Transcribe all records, preserving every character.

◆ ◆ ◆ ◆ ◆ ◆ ◆

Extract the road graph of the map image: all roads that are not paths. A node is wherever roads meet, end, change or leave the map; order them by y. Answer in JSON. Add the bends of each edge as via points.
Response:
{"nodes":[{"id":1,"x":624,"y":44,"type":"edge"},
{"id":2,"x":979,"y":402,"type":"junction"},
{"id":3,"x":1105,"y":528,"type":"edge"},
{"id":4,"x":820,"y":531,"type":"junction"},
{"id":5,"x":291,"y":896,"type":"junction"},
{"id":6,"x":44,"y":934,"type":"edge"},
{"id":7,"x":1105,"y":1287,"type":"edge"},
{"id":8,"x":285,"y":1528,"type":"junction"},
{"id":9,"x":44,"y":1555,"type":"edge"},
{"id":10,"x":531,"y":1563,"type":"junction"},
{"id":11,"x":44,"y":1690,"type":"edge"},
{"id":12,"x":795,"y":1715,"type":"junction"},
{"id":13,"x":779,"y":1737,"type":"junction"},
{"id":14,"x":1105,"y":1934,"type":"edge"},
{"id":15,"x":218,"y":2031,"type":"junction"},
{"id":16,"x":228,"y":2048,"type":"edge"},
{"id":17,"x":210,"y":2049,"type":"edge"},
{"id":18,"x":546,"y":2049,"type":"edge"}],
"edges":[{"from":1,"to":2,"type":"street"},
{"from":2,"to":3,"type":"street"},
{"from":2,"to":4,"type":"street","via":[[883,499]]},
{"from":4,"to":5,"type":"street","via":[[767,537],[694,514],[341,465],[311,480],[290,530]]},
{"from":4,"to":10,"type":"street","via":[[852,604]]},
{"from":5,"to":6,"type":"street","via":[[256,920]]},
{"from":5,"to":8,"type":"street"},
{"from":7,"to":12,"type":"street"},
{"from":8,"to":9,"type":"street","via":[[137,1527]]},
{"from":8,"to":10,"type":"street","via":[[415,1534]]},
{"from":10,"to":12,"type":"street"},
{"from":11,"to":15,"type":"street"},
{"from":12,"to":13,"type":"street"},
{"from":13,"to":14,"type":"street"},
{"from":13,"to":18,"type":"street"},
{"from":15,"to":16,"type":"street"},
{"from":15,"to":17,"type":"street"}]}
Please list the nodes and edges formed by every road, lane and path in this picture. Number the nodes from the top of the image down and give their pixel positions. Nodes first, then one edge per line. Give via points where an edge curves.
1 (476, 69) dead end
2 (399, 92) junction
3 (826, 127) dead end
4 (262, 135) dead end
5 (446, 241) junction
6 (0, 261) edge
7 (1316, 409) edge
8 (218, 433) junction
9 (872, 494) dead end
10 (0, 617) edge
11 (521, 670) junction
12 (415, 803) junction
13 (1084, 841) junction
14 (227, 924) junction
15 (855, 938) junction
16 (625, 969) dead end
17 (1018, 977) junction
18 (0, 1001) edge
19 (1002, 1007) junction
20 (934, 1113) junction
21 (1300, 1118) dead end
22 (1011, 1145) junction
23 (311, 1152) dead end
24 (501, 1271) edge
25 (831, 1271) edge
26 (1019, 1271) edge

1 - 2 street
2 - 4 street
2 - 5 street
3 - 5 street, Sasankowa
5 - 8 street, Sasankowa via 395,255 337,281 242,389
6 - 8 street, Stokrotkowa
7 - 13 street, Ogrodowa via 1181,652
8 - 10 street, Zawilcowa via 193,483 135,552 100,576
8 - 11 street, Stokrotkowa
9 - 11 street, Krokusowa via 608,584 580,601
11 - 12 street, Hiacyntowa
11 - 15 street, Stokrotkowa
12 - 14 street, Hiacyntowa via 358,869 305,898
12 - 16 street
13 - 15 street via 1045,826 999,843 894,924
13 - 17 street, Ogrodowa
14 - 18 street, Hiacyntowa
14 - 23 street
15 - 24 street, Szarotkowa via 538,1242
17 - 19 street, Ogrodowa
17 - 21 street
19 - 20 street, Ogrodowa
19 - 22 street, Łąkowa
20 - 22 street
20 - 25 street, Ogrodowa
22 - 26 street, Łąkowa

◆ ◆ ◆ ◆ ◆ ◆ ◆

EXERCISE SOLUTION –
Extract the road graph of the map image: all roads that are not paths. A node is wherever roads meet, end, change or leave the map; order them by y. Answer in JSON. Add the bends of each edge as via points.
Response:
{"nodes":[{"id":1,"x":624,"y":44,"type":"edge"},
{"id":2,"x":979,"y":402,"type":"junction"},
{"id":3,"x":1105,"y":528,"type":"edge"},
{"id":4,"x":820,"y":531,"type":"junction"},
{"id":5,"x":291,"y":896,"type":"junction"},
{"id":6,"x":44,"y":934,"type":"edge"},
{"id":7,"x":1105,"y":1287,"type":"edge"},
{"id":8,"x":285,"y":1528,"type":"junction"},
{"id":9,"x":44,"y":1555,"type":"edge"},
{"id":10,"x":531,"y":1563,"type":"junction"},
{"id":11,"x":44,"y":1690,"type":"edge"},
{"id":12,"x":795,"y":1715,"type":"junction"},
{"id":13,"x":779,"y":1737,"type":"junction"},
{"id":14,"x":1105,"y":1934,"type":"edge"},
{"id":15,"x":218,"y":2031,"type":"junction"},
{"id":16,"x":228,"y":2048,"type":"edge"},
{"id":17,"x":210,"y":2049,"type":"edge"},
{"id":18,"x":546,"y":2049,"type":"edge"}],
"edges":[{"from":1,"to":2,"type":"street"},
{"from":2,"to":3,"type":"street"},
{"from":2,"to":4,"type":"street","via":[[883,499]]},
{"from":4,"to":5,"type":"street","via":[[767,537],[694,514],[341,465],[311,480],[290,530]]},
{"from":4,"to":10,"type":"street","via":[[852,604]]},
{"from":5,"to":6,"type":"street","via":[[256,920]]},
{"from":5,"to":8,"type":"street"},
{"from":7,"to":12,"type":"street"},
{"from":8,"to":9,"type":"street","via":[[137,1527]]},
{"from":8,"to":10,"type":"street","via":[[415,1534]]},
{"from":10,"to":12,"type":"street"},
{"from":11,"to":15,"type":"street"},
{"from":12,"to":13,"type":"street"},
{"from":13,"to":14,"type":"street"},
{"from":13,"to":18,"type":"street"},
{"from":15,"to":16,"type":"street"},
{"from":15,"to":17,"type":"street"}]}
Please list the nodes and edges formed by every road, lane and path in this picture. Number the nodes from the top of the image down and give their pixel positions. Nodes first, then one edge per line. Give via points where an edge curves.
1 (476, 69) dead end
2 (399, 92) junction
3 (826, 127) dead end
4 (262, 135) dead end
5 (446, 241) junction
6 (0, 261) edge
7 (1316, 409) edge
8 (218, 433) junction
9 (872, 494) dead end
10 (0, 617) edge
11 (521, 670) junction
12 (415, 803) junction
13 (1084, 841) junction
14 (227, 924) junction
15 (855, 938) junction
16 (625, 969) dead end
17 (1018, 977) junction
18 (0, 1001) edge
19 (1002, 1007) junction
20 (934, 1113) junction
21 (1300, 1118) dead end
22 (1011, 1145) junction
23 (311, 1152) dead end
24 (501, 1271) edge
25 (831, 1271) edge
26 (1019, 1271) edge

1 - 2 street
2 - 4 street
2 - 5 street
3 - 5 street, Sasankowa
5 - 8 street, Sasankowa via 395,255 337,281 242,389
6 - 8 street, Stokrotkowa
7 - 13 street, Ogrodowa via 1181,652
8 - 10 street, Zawilcowa via 193,483 135,552 100,576
8 - 11 street, Stokrotkowa
9 - 11 street, Krokusowa via 608,584 580,601
11 - 12 street, Hiacyntowa
11 - 15 street, Stokrotkowa
12 - 14 street, Hiacyntowa via 358,869 305,898
12 - 16 street
13 - 15 street via 1045,826 999,843 894,924
13 - 17 street, Ogrodowa
14 - 18 street, Hiacyntowa
14 - 23 street
15 - 24 street, Szarotkowa via 538,1242
17 - 19 street, Ogrodowa
17 - 21 street
19 - 20 street, Ogrodowa
19 - 22 street, Łąkowa
20 - 22 street
20 - 25 street, Ogrodowa
22 - 26 street, Łąkowa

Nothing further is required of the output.